Keeping every character as it is, transcribe the entries below.

BEGIN TASK MATERIAL

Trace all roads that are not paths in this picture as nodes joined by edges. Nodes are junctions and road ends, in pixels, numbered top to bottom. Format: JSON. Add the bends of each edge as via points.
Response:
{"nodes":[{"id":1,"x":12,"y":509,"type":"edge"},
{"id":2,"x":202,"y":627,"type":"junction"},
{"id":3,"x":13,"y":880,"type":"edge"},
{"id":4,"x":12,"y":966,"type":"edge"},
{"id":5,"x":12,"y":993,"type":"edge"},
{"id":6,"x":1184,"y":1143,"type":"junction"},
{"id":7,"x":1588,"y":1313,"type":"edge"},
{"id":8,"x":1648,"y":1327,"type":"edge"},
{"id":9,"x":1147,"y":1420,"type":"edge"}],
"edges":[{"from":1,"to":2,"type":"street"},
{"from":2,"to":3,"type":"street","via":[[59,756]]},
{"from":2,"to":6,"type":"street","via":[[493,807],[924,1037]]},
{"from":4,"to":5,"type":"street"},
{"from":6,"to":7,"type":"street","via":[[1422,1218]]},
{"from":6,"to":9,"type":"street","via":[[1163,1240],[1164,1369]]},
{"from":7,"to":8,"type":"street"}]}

END TASK MATERIAL

### TASK RESULT:
Trace all roads that are not paths in this picture as nodes joined by edges. Nodes are junctions and road ends, in pixels, numbered top to bottom. Format: JSON. Add the bends of each edge as via points.
Response:
{"nodes":[{"id":1,"x":12,"y":509,"type":"edge"},
{"id":2,"x":202,"y":627,"type":"junction"},
{"id":3,"x":13,"y":880,"type":"edge"},
{"id":4,"x":12,"y":966,"type":"edge"},
{"id":5,"x":12,"y":993,"type":"edge"},
{"id":6,"x":1184,"y":1143,"type":"junction"},
{"id":7,"x":1588,"y":1313,"type":"edge"},
{"id":8,"x":1648,"y":1327,"type":"edge"},
{"id":9,"x":1147,"y":1420,"type":"edge"}],
"edges":[{"from":1,"to":2,"type":"street"},
{"from":2,"to":3,"type":"street","via":[[59,756]]},
{"from":2,"to":6,"type":"street","via":[[493,807],[924,1037]]},
{"from":4,"to":5,"type":"street"},
{"from":6,"to":7,"type":"street","via":[[1422,1218]]},
{"from":6,"to":9,"type":"street","via":[[1163,1240],[1164,1369]]},
{"from":7,"to":8,"type":"street"}]}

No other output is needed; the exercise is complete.